▸ **What is required**: From the entries below, copy every line holding the word "main".
---*---
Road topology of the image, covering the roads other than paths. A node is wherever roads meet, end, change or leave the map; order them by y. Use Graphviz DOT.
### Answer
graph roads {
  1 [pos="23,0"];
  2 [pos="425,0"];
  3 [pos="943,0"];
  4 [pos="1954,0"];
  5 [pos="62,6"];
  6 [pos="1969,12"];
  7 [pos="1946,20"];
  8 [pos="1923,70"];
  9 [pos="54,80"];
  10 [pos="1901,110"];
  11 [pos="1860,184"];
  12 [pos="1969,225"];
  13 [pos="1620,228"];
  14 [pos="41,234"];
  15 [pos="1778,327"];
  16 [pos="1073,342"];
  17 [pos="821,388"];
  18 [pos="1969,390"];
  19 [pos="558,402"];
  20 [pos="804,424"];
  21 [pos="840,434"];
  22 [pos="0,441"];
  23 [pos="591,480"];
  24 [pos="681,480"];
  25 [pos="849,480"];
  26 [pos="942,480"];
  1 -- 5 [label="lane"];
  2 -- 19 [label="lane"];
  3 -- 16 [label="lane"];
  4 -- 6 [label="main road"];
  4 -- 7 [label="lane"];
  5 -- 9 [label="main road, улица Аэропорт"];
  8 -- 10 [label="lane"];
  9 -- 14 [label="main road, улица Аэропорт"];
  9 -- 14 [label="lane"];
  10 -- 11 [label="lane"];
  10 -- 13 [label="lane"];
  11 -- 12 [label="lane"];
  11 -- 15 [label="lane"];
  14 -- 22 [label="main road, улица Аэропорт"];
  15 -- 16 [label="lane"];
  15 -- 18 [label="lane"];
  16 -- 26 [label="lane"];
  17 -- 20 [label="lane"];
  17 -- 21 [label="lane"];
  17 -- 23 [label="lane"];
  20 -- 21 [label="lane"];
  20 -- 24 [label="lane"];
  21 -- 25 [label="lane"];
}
---*---
▸ **Expected answer**:
  4 -- 6 [label="main road"];
  5 -- 9 [label="main road, улица Аэропорт"];
  9 -- 14 [label="main road, улица Аэропорт"];
  14 -- 22 [label="main road, улица Аэропорт"];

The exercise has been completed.